This new Honda looks a bargain to me 
http://www.honda.co.uk/motorcycles/offers/vision110/


----------



## barryd (May 9, 2008)

Dilly. I think that could be the one I was on about earlier. Looks good but I just hope it has the grunt. Our Peugeot is only 100cc but 2 stroke and quite quick for a scooter. Had It two up in the pyrenees up to 7500ft before we ran out of road as it turned into a ski slope. Any bike we replace it with needs to do the same.


----------



## dhutchy (Feb 7, 2010)

I used to have a Lambretta back in the day i see they have a new model out, as anybody heard much about them?


----------



## Roger7webster (Oct 10, 2006)

I have a Peugoet vivacity 125, new last year, just fits into my mh garage & weighs 116kg 
Pulls well two up and has increased our choice of campsites. 
One of our better buys!!


----------



## EEVpilot (Aug 15, 2010)

Have you looked at these - definitely the cheap end of the market and you'll have to register with DVLA....anyone ever bought one??

http://www.scooter.co.uk/

John


----------



## wilse (Aug 10, 2007)

splitwagon said:


> We've been researching just this topic for about a year.
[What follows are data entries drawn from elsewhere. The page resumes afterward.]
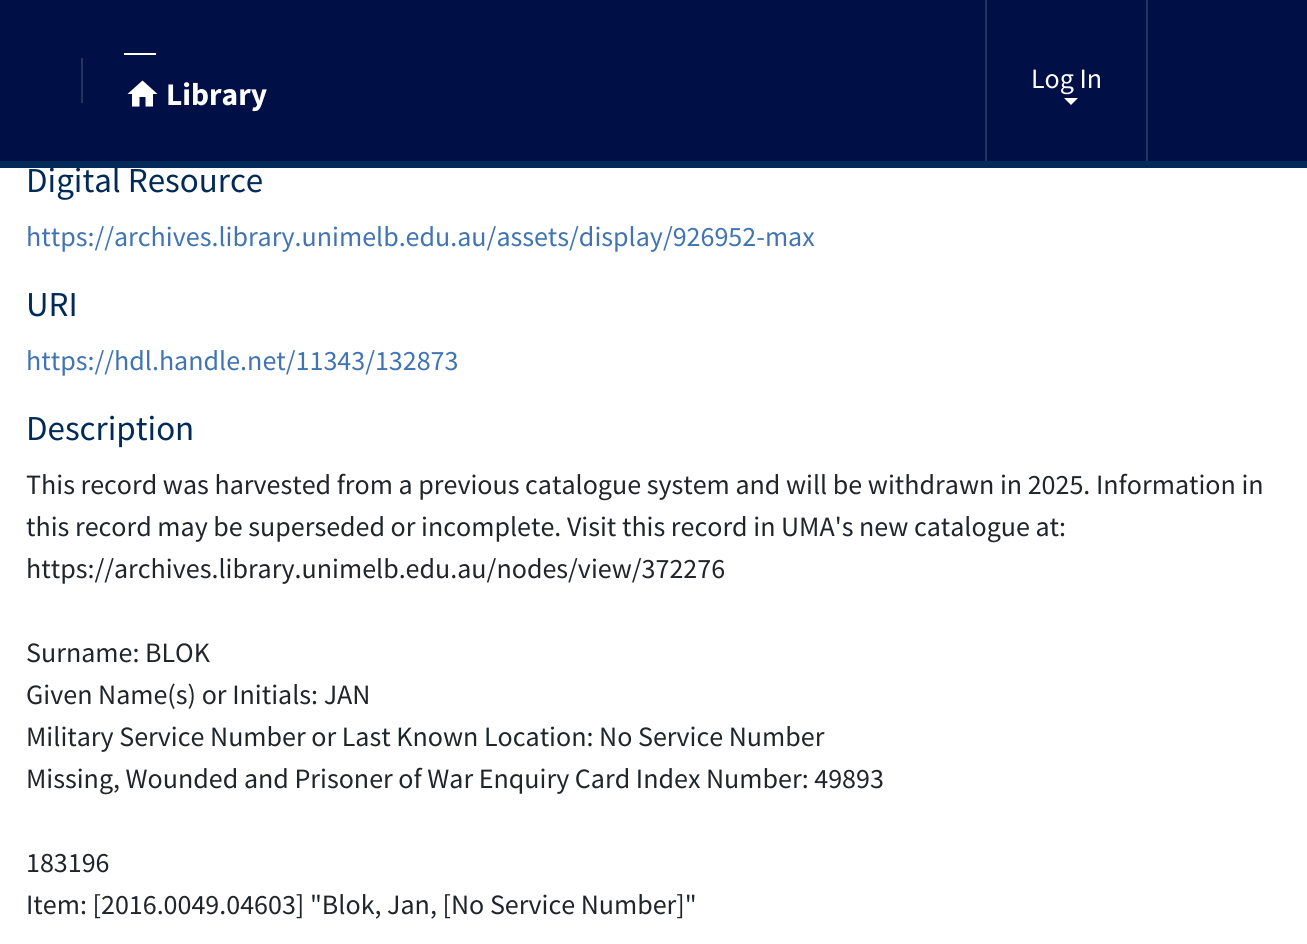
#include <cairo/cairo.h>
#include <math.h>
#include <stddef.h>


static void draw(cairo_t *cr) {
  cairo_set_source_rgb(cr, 1, 1, 1);
  cairo_paint(cr);
  cairo_set_source_rgb(cr, 0, 15 / 255.0, 70 / 255.0);
  cairo_rectangle(cr, 0, 0, 1307, 161);
  cairo_fill(cr);
  cairo_set_source_rgb(cr, 38 / 255.0, 51 / 255.0, 98 / 255.0);
  cairo_rectangle(cr, 81, 58, 2, 45);
  cairo_fill(cr);
  cairo_set_source_rgb(cr, 1, 1, 1);
  cairo_rectangle(cr, 124, 53, 32, 2);
  cairo_fill(cr);
  cairo_new_path(cr);
  cairo_move_to(cr, 139.5, 106.5);
  cairo_line_to(cr, 139.5, 97);
  cairo_line_to(cr, 145.5, 97);
  cairo_line_to(cr, 145.5, 106.5);
  cairo_line_to(cr, 153, 106.5);
  cairo_line_to(cr, 153, 94);
  cairo_line_to(cr, 157.5, 94);
  cairo_line_to(cr, 142.5, 80.5);
  cairo_line_to(cr, 127.5, 94);
  cairo_line_to(cr, 132, 94);
  cairo_line_to(cr, 132, 106.5);
  cairo_close_path(cr);
  cairo_fill(cr);
  cairo_set_source_rgb(cr, 38 / 255.0, 51 / 255.0, 98 / 255.0);
  cairo_rectangle(cr, 985, 0, 2, 161);
  cairo_fill(cr);
  cairo_set_source_rgb(cr, 1, 1, 1);
  cairo_new_path(cr);
  cairo_move_to(cr, 1064, 98);
  cairo_line_to(cr, 1078, 98);
  cairo_line_to(cr, 1071, 105);
  cairo_close_path(cr);
  cairo_fill(cr);
  cairo_set_source_rgb(cr, 38 / 255.0, 51 / 255.0, 98 / 255.0);
  cairo_rectangle(cr, 1146, 0, 2, 161);
  cairo_fill(cr);
  cairo_set_source_rgb(cr, 1 / 255.0, 42 / 255.0, 88 / 255.0);
  cairo_rectangle(cr, 0, 161, 1307, 7);
  cairo_fill(cr);
  cairo_select_font_face(cr, "Source Sans Pro", CAIRO_FONT_SLANT_NORMAL, CAIRO_FONT_WEIGHT_BOLD);
  cairo_set_font_size(cr, 31.5);
  cairo_set_source_rgb(cr, 1, 1, 1);
  cairo_move_to(cr, 166, 105);
  cairo_show_text(cr, "Library");
  cairo_select_font_face(cr, "Source Sans Pro", CAIRO_FONT_SLANT_NORMAL, CAIRO_FONT_WEIGHT_NORMAL);
  cairo_set_font_size(cr, 28);
  cairo_move_to(cr, 1031, 88);
  cairo_show_text(cr, "Log In");
  cairo_set_font_size(cr, 35);
  cairo_set_source_rgb(cr, 1 / 255.0, 42 / 255.0, 88 / 255.0);
  cairo_move_to(cr, 26, 192);
  cairo_show_text(cr, "Digital Resource");
  cairo_set_font_size(cr, 28);
  cairo_set_source_rgb(cr, 64 / 255.0, 116 / 255.0, 178 / 255.0);
  cairo_move_to(cr, 26, 246);
  cairo_show_text(cr, "https://archives.library.unimelb.edu.au/assets/display/926952-max");
  cairo_set_font_size(cr, 35);
  cairo_set_source_rgb(cr, 1 / 255.0, 42 / 255.0, 88 / 255.0);
  cairo_move_to(cr, 26, 316);
  cairo_show_text(cr, "URI");
  cairo_set_font_size(cr, 28);
  cairo_set_source_rgb(cr, 64 / 255.0, 116 / 255.0, 178 / 255.0);
  cairo_move_to(cr, 26, 370);
  cairo_show_text(cr, "https://hdl.handle.net/11343/132873");
  cairo_set_font_size(cr, 35);
  cairo_set_source_rgb(cr, 1 / 255.0, 42 / 255.0, 88 / 255.0);
  cairo_move_to(cr, 26, 440);
  cairo_show_text(cr, "Description");
  cairo_set_font_size(cr, 28);
  cairo_set_source_rgb(cr, 33 / 255.0, 37 / 255.0, 41 / 255.0);
  cairo_move_to(cr, 26, 494);
  cairo_show_text(cr, "This record was harvested from a previous catalogue system and will be withdrawn in 2025. Information in");
  cairo_move_to(cr, 26, 536);
  cairo_show_text(cr, "this record may be superseded or incomplete. Visit this record in UMA's new catalogue at:");
  cairo_move_to(cr, 26, 578);
  cairo_show_text(cr, "https://archives.library.unimelb.edu.au/nodes/view/372276");
  cairo_move_to(cr, 26, 662);
  cairo_show_text(cr, "Surname: BLOK");
  cairo_move_to(cr, 26, 704);
  cairo_show_text(cr, "Given Name(s) or Initials: JAN");
  cairo_move_to(cr, 26, 746);
  cairo_show_text(cr, "Military Service Number or Last Known Location: No Service Number");
  cairo_move_to(cr, 26, 788);
  cairo_show_text(cr, "Missing, Wounded and Prisoner of War Enquiry Card Index Number: 49893");
  cairo_move_to(cr, 26, 872);
  cairo_show_text(cr, "183196");
  cairo_move_to(cr, 26, 914);
  cairo_show_text(cr, "Item: [2016.0049.04603] \"Blok, Jan, [No Service Number]\"");
}

int main(void) {
  cairo_surface_t *surface = cairo_image_surface_create(CAIRO_FORMAT_RGB24, 1307, 944);
  cairo_t *cr = cairo_create(surface);
  cairo_font_options_t *options = cairo_font_options_create();
  cairo_font_options_set_hint_metrics(options, CAIRO_HINT_METRICS_OFF);
  cairo_font_options_set_hint_style(options, CAIRO_HINT_STYLE_NONE);
  cairo_set_font_options(cr, options);
  cairo_set_miter_limit(cr, 4);
  draw(cr);
  cairo_surface_write_to_png(surface, "out.png");
  cairo_font_options_destroy(options);
  cairo_destroy(cr);
  cairo_surface_destroy(surface);
  return 0;
}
Our situation is:
> 
> - Our scooter payload is going to be 180Kg, so we wanted a larger
> Cheers
> ...


You mention your payload is 180Kg, is this actual payload or the loading left on the rear axel?? if it's payload, please watch you don't overload the rear axel.

Changing the subject I have put a post on here, somewhere with links to the Honda Vision, it's only just been released and seems a bargain.

w


----------



## pneumatician (May 1, 2005)

Please don't forget "Moments about the rear axle" if you have 180kg to spare that does not mean you can put 180kg on the back of the van.

Steve


----------



## soundman (May 1, 2005)

Mod's R' Us
Vespa GTS250 on a Hope Rack N' Roll
Fast and comfortable

Soundman


----------



## Mike48 (May 1, 2005)

soundman said:


> Mod's R' Us
> Vespa GTS250 on a Hope Rack N' Roll
> Fast and comfortable
> 
> Soundman


What's a Hope Rack and Roll?


----------



## wilse (Aug 10, 2007)

soundman said:


> Mod's R' Us
> Vespa GTS250 on a Hope Rack N' Roll
> Fast and comfortable
> 
> Soundman


Really nice wheels Soundman.

I was at the Isle of Wight scooter rally a couple of weekends ago.

Really good mix of new and old scoots. It's a great place if you like your Italian scoots.

w

PS aren't Rac n Roll limited to 150Kg?? or were there different models?

What's the weight of your scoot?


----------



## biggles777 (Jan 18, 2006)

The Tommy scooter on the link is the one i was referring to , i got it in cream and Katie Price wasnt included . I got it from local dealer in Nottingham which saved all the hassle of putting it together and DVLA registration etc , and for not much more , Had it a year and its worked perfectly , it will do 50 mph 2 up and a little bit more solo , and its light .


----------



## Helgamobil (Jul 18, 2010)

I heard, not sure where, that BBC "Watchdog" are investigating Direct Bikes (http://www.scooter.co.uk/) Perhaps they are too good to be true?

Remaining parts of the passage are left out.